Work out how many lines in the data below contain the string "dead", and reply with that figure alone.

Content starts

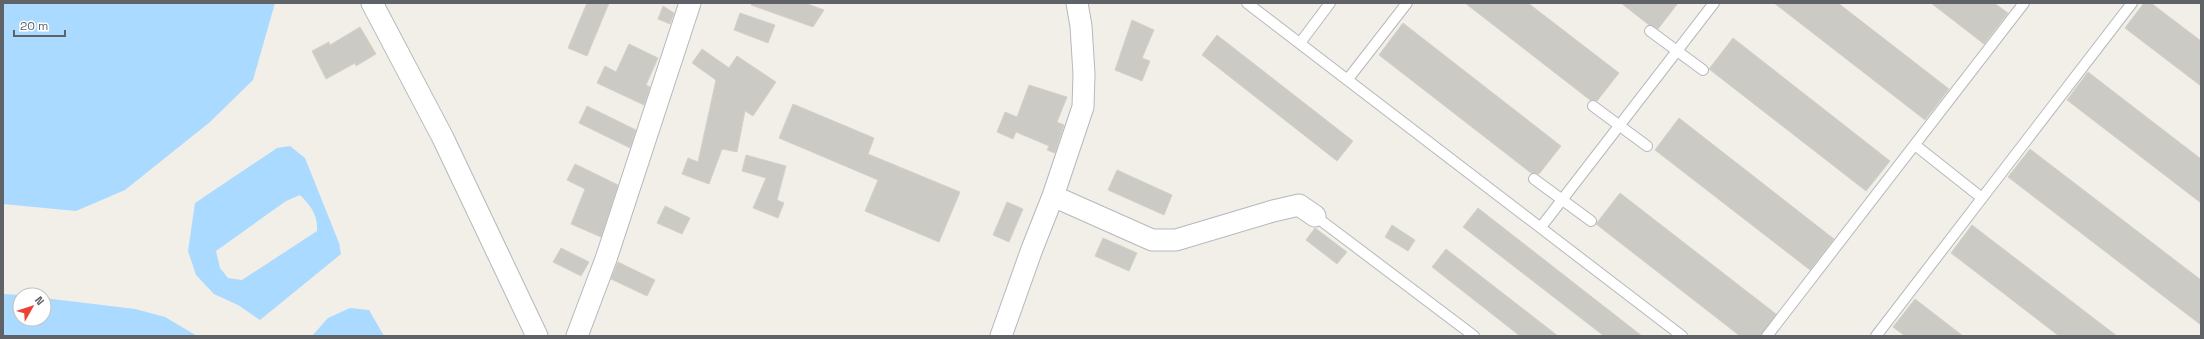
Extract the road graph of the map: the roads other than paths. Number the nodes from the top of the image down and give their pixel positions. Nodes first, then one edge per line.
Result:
1 (372, 3) edge
2 (690, 3) edge
3 (1077, 3) edge
4 (1247, 3) edge
5 (1330, 3) edge
6 (1407, 3) edge
7 (1714, 3) edge
8 (2024, 3) edge
9 (2132, 3) edge
10 (1650, 31) dead end
11 (1300, 43) junction
12 (1677, 51) junction
13 (1703, 70) dead end
14 (1348, 78) junction
15 (1593, 106) dead end
16 (1619, 126) junction
17 (1915, 145) junction
18 (1647, 146) dead end
19 (1534, 179) dead end
20 (1053, 196) junction
21 (1982, 198) junction
22 (1562, 200) junction
23 (1315, 216) joint
24 (1591, 221) dead end
25 (1542, 227) junction
26 (537, 336) edge
27 (577, 336) edge
28 (1001, 336) edge
29 (1474, 336) edge
30 (1682, 336) edge
31 (1766, 336) edge
32 (1876, 336) edge

1 - 26 street
2 - 27 street
3 - 20 street
4 - 11 lane
5 - 11 lane
6 - 14 lane
7 - 12 lane
8 - 17 lane
9 - 21 lane
10 - 12 lane
11 - 14 lane
12 - 13 lane
12 - 16 lane
14 - 25 lane
15 - 16 lane
16 - 18 lane
16 - 22 lane
17 - 21 lane
17 - 31 lane
19 - 22 lane
20 - 23 street
20 - 28 street
21 - 32 lane
22 - 24 lane
22 - 25 lane
23 - 29 lane
25 - 30 lane

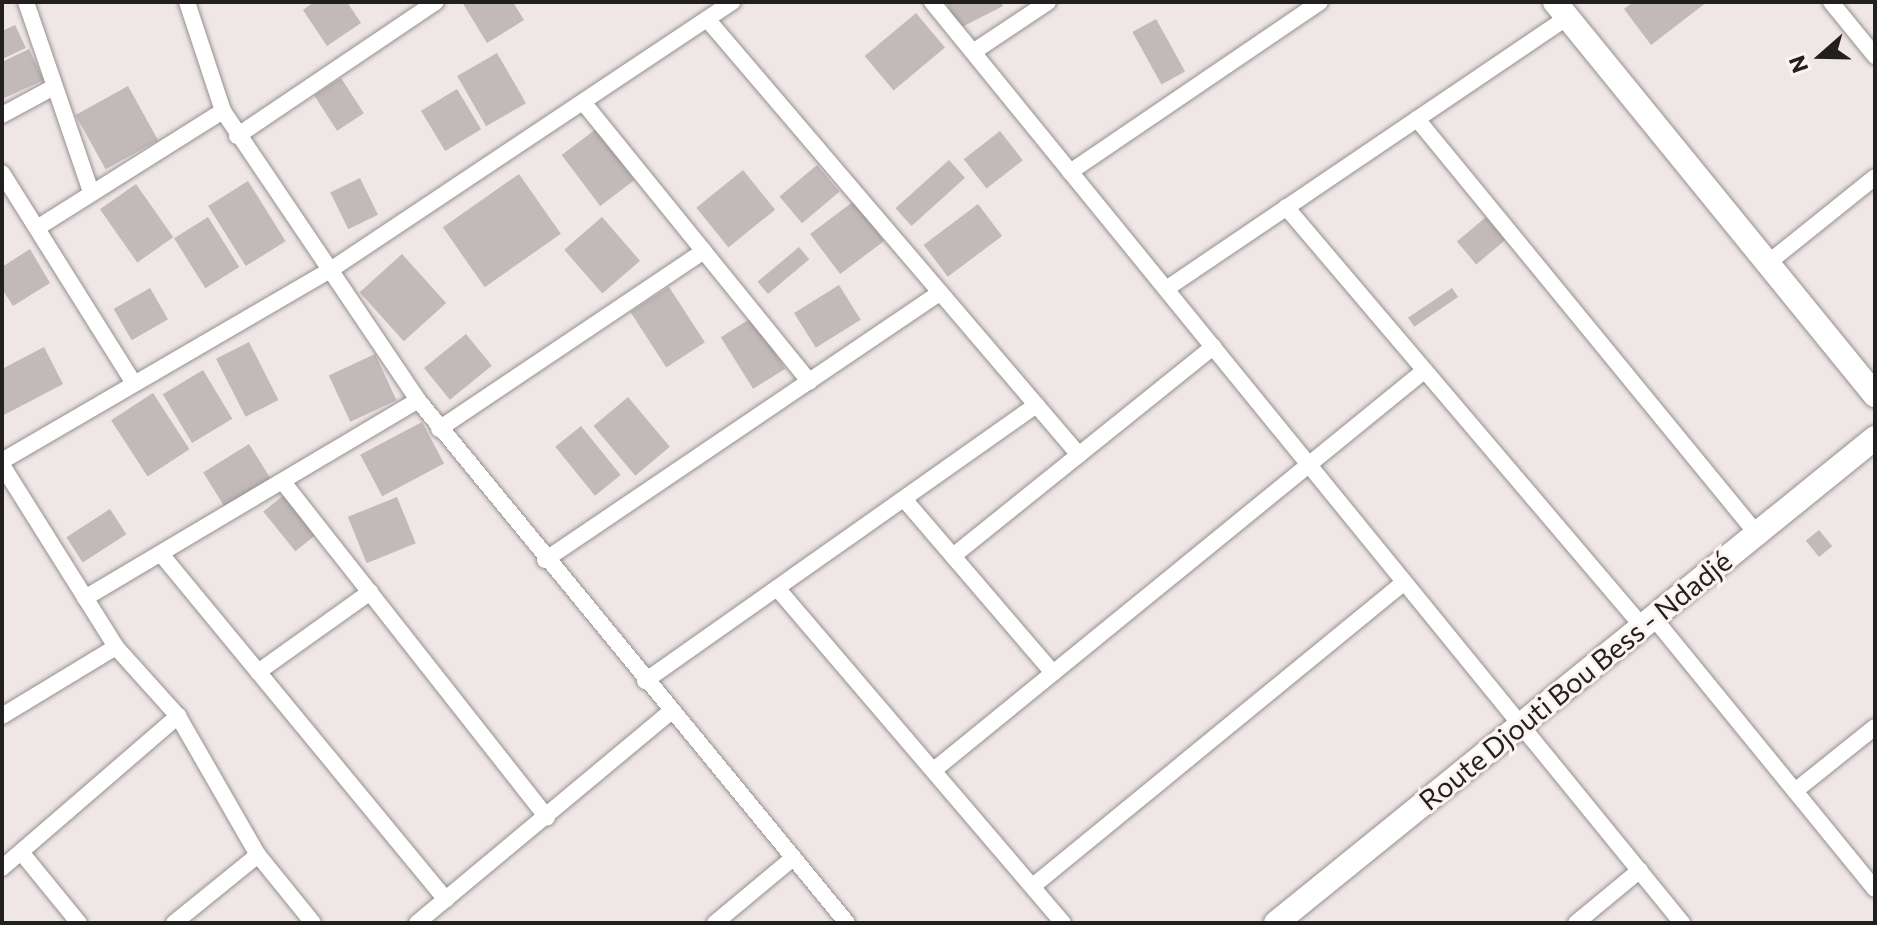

Content ends

◆ WRITTEN REPLY
6